Region: Ontario Answer # 501

In an arbitration, the disputants present their case or cause before an arbitrator who is a neutral third party. The arbitrator makes a decision as to who is right or wrong and what relief will be awarded to the aggrieved party. Although a decision or award of an arbitrator is usually binding and enforceable, as would be a court order, it is important to consult the appropriate legislation. The three sources of legislation that may apply are:

  1. Provincial domestic arbitration legislation;
  2. International commercial arbitration legislation, or
  3. Federal commercial arbitration legislation.

In Ontario, domestic arbitration legislation allows for appeals. Also, a party can apply to a court to have an arbitration award set aside if:

  • A party entered into the arbitration agreement while under a legal incapacity;
  • The arbitration agreement is invalid or has ceased to exist;
  • The award deals with a dispute that the arbitration agreement does not cover or contains a decision on a matter that is beyond the scope of the agreement;
  • The composition of the tribunal was not in accordance with the arbitration agreement;
  • The subject matter of the dispute is not capable of being the subject of arbitration under Ontario Law;
  • The applicant was not treated equally and fairly, was not given an opportunity to present a case or to respond to another party’s case, or was not given proper notice of the arbitration or of the appointment of an arbitrator;
  • The procedures followed in the arbitration did not comply with the Arbitration Act;
  • An arbitrator has committed a corrupt or fraudulent act or there is a reasonable apprehension of bias;
  • The award was obtained by fraud; or
  • The award is a family arbitration award that is not enforceable under the Family Law Act.

Sometimes, however, the parties may wish to go through a process similar to an arbitration process but do not wish the decision of the arbitrator to be final and binding. In such cases, the goal is to have the neutral third party make a non-binding assessment of each party’s respective rights and make an evaluation of the compensation. In such cases, it is probably best to refer to the process as an “evaluation” rather than an arbitration; and to refer to the individual making the evaluation as a neutral third party rather than an arbitrator. Avoiding the words “arbitration and arbitrator” will help to avoid misunderstanding or being drawn inadvertently into some legislative arbitration framework.

In the case of an evaluation, the parties usually present written material and documents to the neutral “evaluator” for his or her review.
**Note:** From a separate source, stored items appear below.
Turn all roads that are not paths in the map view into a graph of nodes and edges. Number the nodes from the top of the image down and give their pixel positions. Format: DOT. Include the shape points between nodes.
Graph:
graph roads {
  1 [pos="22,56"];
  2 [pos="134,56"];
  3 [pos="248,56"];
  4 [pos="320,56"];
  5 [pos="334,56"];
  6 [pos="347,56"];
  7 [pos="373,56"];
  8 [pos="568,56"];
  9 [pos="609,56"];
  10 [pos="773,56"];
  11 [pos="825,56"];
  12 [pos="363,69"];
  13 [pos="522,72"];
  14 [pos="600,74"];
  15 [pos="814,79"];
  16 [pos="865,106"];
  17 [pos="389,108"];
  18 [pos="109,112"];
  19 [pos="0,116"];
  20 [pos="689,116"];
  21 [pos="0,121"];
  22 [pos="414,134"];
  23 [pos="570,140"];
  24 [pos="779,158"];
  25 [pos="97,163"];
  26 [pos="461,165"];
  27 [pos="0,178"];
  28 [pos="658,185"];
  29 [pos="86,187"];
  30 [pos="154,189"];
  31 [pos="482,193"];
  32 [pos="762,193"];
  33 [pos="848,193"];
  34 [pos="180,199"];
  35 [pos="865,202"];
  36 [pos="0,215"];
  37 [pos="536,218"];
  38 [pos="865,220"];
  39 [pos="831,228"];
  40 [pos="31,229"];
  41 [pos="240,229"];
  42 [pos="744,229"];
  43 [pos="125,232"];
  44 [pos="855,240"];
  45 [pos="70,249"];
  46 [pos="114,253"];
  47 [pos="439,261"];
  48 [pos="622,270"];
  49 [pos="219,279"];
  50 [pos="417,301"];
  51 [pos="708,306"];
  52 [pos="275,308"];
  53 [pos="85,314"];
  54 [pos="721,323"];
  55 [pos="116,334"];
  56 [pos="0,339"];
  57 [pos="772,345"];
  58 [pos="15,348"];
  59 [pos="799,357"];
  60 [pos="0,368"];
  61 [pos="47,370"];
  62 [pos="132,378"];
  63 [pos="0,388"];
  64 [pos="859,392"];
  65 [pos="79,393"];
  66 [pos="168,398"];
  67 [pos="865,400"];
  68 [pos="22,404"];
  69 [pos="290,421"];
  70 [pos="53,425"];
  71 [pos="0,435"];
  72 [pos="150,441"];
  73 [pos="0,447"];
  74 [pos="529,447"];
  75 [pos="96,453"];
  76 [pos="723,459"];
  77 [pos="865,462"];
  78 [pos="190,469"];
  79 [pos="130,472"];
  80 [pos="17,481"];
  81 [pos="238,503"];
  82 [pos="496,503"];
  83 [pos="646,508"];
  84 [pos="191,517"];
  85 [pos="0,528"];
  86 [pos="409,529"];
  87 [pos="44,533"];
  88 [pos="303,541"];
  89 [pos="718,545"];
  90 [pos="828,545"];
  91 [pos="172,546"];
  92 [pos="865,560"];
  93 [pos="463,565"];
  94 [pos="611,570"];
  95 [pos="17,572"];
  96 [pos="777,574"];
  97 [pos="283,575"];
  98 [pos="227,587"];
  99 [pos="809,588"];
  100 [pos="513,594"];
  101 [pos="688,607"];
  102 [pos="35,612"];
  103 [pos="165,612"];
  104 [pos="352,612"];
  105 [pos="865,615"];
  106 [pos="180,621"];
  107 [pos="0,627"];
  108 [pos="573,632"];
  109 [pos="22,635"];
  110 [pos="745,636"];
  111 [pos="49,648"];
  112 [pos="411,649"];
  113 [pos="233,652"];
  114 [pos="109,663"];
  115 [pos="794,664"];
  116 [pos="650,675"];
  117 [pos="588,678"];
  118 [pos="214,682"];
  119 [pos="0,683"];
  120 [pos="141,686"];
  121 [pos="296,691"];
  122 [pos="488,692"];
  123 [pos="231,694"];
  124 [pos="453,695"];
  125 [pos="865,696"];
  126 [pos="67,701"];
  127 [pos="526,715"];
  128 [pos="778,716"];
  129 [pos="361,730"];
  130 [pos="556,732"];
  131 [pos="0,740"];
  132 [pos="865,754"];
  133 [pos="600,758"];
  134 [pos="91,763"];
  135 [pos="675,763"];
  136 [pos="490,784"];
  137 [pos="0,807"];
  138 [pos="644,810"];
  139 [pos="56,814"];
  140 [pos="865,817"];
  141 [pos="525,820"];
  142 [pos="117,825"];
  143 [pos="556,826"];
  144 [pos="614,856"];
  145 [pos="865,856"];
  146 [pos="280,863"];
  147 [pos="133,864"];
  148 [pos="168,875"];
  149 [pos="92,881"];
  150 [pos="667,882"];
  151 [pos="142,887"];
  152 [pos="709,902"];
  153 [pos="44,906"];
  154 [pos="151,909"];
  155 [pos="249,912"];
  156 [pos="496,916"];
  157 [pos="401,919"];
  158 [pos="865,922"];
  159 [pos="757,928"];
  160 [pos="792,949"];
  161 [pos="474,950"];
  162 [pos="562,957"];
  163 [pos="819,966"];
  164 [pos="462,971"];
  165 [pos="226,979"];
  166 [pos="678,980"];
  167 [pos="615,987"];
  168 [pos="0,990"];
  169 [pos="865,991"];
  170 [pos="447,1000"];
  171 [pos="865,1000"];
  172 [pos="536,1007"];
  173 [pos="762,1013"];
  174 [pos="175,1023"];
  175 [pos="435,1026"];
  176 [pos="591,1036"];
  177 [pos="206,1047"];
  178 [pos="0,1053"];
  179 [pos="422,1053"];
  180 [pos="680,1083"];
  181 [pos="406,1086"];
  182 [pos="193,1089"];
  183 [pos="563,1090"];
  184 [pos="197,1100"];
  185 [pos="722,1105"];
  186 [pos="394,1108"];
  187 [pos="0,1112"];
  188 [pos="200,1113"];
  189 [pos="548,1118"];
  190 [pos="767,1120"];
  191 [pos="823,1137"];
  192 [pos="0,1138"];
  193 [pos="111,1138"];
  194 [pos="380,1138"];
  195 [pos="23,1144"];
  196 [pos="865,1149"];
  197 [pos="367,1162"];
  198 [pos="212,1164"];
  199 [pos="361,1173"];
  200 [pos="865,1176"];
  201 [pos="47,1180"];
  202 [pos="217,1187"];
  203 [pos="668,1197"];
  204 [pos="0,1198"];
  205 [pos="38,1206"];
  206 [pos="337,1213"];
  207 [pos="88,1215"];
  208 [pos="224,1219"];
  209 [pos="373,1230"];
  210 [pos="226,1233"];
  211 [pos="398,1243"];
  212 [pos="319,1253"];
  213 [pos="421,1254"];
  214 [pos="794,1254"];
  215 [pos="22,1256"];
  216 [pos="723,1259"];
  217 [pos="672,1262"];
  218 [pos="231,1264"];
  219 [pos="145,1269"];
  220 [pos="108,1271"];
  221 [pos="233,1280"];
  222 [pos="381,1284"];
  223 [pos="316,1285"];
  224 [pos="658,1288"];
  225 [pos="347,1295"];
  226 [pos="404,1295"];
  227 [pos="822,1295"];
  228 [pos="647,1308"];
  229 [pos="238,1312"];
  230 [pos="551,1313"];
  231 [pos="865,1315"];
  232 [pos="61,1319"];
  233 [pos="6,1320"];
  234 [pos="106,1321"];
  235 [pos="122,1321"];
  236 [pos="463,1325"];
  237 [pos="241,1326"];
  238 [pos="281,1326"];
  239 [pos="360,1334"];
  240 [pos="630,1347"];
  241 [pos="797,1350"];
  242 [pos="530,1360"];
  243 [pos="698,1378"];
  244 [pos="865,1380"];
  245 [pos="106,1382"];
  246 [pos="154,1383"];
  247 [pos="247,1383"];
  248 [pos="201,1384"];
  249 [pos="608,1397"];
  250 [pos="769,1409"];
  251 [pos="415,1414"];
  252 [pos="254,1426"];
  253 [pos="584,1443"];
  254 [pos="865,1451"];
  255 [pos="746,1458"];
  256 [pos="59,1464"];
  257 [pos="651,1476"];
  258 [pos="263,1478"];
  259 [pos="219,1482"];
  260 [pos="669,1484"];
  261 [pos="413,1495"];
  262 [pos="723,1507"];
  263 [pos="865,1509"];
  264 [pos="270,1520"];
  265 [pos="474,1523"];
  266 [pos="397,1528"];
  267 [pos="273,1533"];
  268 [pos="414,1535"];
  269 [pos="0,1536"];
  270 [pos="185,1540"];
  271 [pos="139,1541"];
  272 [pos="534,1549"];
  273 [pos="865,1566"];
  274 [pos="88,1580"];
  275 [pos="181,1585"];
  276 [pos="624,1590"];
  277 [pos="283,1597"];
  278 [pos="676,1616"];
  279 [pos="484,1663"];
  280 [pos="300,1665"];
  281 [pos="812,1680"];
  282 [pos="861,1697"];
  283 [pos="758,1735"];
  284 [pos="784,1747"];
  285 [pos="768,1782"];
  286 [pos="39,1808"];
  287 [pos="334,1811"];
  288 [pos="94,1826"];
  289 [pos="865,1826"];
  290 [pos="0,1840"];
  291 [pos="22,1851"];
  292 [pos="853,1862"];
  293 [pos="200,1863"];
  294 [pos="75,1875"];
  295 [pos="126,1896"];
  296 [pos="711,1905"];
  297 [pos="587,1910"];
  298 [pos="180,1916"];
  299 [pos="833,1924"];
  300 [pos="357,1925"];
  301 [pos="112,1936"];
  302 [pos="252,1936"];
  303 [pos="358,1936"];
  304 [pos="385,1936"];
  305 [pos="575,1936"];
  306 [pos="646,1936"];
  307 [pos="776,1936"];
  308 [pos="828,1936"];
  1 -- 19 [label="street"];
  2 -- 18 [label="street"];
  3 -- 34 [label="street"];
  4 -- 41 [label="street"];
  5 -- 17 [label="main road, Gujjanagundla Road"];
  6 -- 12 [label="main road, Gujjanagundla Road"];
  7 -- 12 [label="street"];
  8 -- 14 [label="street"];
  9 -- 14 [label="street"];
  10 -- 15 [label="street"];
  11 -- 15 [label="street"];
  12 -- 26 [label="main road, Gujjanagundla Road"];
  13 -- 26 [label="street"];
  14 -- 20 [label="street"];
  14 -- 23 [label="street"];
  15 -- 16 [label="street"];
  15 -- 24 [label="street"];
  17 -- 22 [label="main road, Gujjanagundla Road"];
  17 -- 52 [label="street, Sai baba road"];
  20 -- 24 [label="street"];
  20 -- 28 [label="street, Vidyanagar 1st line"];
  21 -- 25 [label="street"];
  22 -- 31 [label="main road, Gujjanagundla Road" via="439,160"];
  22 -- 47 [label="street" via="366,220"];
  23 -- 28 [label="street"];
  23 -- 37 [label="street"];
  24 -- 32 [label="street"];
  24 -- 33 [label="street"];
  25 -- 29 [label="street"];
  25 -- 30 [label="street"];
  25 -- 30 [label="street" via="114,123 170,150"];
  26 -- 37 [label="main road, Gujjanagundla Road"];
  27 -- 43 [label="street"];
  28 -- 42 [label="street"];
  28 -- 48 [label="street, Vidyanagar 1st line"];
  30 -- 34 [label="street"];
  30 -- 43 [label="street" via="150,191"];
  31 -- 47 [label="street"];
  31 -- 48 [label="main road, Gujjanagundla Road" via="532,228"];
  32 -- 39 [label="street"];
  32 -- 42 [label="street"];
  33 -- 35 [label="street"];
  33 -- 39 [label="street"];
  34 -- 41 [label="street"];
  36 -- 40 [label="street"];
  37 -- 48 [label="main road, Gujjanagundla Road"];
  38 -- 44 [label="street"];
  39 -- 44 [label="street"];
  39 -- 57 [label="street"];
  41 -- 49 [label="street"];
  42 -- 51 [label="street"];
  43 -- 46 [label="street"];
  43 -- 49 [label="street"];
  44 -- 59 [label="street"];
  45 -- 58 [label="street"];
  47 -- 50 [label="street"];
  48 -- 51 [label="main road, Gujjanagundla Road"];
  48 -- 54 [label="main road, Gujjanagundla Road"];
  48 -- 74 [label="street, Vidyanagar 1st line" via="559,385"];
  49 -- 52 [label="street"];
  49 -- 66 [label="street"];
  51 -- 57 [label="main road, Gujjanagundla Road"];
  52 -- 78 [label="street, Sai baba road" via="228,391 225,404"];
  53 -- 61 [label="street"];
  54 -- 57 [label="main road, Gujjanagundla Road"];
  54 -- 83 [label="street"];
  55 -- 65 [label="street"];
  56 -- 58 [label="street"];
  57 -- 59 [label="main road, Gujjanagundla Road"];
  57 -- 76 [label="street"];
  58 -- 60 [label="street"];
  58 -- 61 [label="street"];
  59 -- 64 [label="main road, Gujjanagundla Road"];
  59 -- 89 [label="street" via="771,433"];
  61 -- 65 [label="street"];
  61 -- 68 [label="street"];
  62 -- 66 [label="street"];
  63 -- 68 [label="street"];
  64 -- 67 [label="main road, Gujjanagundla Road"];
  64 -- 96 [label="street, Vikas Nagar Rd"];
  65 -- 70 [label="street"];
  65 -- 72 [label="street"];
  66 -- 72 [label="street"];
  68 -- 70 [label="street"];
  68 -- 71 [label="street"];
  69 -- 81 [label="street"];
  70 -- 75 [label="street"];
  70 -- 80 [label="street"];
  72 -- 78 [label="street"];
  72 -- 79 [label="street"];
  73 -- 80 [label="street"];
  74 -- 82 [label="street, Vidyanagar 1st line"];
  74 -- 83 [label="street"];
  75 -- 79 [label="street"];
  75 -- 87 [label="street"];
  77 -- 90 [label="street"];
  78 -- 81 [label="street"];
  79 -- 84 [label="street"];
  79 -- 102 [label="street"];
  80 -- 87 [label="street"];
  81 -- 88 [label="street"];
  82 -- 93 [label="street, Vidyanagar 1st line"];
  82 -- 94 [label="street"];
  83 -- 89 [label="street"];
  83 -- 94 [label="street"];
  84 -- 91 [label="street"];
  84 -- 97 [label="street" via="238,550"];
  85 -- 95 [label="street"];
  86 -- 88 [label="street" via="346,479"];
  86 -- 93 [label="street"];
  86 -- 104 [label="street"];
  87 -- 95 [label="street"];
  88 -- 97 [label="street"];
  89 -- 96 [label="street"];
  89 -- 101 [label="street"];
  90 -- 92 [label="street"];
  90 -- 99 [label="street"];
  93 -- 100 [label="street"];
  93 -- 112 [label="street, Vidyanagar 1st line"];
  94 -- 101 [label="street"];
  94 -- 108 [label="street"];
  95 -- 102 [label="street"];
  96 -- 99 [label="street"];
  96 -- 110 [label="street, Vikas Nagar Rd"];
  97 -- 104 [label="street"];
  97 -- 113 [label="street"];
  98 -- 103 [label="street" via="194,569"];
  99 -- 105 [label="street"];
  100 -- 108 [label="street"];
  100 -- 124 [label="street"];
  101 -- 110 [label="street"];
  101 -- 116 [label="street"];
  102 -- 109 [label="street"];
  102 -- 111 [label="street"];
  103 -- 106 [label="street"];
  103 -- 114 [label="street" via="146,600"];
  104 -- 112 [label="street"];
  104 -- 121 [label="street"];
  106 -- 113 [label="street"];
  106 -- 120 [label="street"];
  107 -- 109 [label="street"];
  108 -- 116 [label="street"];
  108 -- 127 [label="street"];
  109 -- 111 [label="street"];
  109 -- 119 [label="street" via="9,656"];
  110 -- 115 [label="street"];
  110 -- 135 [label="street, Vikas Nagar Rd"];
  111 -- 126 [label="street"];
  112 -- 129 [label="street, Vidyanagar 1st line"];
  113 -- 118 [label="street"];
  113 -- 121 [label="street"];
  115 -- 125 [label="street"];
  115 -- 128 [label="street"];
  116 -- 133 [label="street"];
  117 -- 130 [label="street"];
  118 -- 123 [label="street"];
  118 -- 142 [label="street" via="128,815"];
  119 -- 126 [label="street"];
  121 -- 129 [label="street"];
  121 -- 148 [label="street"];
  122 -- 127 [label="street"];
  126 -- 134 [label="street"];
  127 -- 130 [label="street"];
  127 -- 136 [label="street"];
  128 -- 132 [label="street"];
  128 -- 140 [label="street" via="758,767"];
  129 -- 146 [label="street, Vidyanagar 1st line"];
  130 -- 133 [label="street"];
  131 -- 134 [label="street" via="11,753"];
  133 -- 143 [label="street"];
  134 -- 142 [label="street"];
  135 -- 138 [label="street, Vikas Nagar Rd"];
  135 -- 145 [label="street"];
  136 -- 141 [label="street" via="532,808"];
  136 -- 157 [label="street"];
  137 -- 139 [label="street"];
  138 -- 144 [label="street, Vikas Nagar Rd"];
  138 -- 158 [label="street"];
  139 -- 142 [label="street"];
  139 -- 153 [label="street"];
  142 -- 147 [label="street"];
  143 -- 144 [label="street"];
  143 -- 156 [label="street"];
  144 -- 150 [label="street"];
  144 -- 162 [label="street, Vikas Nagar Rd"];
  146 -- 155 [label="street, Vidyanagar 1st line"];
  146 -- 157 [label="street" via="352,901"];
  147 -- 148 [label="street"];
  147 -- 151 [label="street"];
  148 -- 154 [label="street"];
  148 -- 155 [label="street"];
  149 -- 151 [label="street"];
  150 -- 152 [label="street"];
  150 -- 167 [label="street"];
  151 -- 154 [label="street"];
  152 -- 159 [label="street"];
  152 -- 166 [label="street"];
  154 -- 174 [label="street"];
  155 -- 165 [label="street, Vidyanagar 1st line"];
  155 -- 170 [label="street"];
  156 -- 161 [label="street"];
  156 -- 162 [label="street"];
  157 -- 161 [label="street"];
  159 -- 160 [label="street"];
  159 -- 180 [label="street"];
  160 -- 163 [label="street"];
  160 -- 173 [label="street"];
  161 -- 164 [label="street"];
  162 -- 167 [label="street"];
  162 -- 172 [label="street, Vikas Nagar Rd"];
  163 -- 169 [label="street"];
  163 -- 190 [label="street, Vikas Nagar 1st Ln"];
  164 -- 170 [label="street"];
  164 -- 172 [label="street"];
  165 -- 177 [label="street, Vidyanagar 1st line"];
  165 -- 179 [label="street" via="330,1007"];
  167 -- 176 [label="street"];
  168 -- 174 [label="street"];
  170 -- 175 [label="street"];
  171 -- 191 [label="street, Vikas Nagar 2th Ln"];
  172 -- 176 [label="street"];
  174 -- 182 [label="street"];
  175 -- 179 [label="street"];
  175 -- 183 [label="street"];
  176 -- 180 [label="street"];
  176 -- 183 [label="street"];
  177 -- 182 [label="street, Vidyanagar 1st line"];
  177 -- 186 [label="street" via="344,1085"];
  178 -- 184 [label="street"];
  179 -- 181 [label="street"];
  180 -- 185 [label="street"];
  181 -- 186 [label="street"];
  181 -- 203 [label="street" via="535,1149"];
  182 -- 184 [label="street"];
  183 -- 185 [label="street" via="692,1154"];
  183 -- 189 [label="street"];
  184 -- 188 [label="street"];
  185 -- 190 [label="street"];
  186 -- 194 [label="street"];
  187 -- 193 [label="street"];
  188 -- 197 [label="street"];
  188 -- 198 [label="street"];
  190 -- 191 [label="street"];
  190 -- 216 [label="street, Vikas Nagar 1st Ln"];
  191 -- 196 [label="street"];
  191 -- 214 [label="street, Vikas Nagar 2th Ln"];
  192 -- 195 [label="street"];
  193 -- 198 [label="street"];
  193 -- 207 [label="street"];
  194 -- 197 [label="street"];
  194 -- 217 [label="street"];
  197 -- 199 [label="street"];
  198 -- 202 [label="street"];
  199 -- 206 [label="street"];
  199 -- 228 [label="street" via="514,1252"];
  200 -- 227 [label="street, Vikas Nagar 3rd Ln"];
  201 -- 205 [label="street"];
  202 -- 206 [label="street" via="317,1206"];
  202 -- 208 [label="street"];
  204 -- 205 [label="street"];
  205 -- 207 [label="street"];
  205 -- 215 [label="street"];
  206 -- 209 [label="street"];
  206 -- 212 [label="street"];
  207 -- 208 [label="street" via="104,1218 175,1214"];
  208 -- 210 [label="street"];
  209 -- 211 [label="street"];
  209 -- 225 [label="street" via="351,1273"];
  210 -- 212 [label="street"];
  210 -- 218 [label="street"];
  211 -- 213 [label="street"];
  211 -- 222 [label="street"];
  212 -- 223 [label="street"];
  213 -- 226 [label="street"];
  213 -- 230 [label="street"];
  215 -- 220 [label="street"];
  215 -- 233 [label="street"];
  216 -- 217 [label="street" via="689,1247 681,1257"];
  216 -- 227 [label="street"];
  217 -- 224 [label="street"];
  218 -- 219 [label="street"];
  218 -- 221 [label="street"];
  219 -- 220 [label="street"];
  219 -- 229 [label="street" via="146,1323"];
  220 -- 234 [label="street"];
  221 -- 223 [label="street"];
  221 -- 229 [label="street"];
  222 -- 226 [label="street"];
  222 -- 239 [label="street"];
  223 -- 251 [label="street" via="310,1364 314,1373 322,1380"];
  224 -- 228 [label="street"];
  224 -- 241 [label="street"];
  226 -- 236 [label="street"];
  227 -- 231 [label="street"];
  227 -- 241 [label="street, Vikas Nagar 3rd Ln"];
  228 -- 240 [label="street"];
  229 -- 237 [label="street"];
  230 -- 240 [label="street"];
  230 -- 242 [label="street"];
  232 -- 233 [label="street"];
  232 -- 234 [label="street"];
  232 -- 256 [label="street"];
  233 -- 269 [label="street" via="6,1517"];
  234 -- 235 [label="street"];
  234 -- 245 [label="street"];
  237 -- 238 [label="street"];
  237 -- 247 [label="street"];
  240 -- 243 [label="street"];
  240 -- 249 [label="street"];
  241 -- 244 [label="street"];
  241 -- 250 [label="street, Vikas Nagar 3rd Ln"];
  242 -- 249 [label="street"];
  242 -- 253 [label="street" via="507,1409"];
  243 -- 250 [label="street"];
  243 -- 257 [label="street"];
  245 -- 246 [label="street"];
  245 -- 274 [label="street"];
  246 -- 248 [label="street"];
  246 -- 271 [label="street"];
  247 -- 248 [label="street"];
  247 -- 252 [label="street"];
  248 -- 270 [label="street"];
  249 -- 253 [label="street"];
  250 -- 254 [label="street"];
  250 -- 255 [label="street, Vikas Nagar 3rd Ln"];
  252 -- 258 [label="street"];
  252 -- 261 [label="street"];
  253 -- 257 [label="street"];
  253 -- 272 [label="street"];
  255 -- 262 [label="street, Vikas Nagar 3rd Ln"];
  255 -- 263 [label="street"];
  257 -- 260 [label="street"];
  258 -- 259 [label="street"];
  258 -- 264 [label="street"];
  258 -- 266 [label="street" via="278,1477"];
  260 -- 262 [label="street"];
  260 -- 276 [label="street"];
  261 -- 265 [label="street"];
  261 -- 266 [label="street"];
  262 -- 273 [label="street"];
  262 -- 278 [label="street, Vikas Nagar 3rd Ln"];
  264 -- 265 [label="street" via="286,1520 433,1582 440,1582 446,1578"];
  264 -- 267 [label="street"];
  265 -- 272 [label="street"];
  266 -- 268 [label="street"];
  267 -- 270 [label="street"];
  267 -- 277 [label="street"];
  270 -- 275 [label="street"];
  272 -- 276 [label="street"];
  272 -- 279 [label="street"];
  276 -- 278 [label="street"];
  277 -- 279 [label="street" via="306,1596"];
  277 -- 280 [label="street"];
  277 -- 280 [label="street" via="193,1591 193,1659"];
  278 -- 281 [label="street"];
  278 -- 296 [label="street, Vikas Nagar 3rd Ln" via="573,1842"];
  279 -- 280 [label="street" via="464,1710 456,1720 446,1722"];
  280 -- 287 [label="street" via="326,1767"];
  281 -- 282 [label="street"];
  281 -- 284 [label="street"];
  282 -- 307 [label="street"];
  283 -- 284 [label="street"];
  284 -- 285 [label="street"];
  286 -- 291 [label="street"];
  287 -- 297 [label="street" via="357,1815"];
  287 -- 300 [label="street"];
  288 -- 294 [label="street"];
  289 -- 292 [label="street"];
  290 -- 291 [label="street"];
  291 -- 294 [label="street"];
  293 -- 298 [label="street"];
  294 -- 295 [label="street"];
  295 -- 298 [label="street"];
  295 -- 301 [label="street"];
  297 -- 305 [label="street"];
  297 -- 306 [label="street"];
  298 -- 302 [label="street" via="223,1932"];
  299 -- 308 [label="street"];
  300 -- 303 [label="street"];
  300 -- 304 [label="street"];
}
The evaluation is non-binding and is usually used to assist the parties in reaching a settlement.

It should be understood that there are no limits to the design of dispute resolution processes. While one may be called an arbitration and another an evaluation or assessment, in fact, upon closer scrutiny, they may not differ much from one another except for the fact that in the former case the decision is binding and in the latter it is not.

For legal assistance with an arbitration, you should consult a lawyer.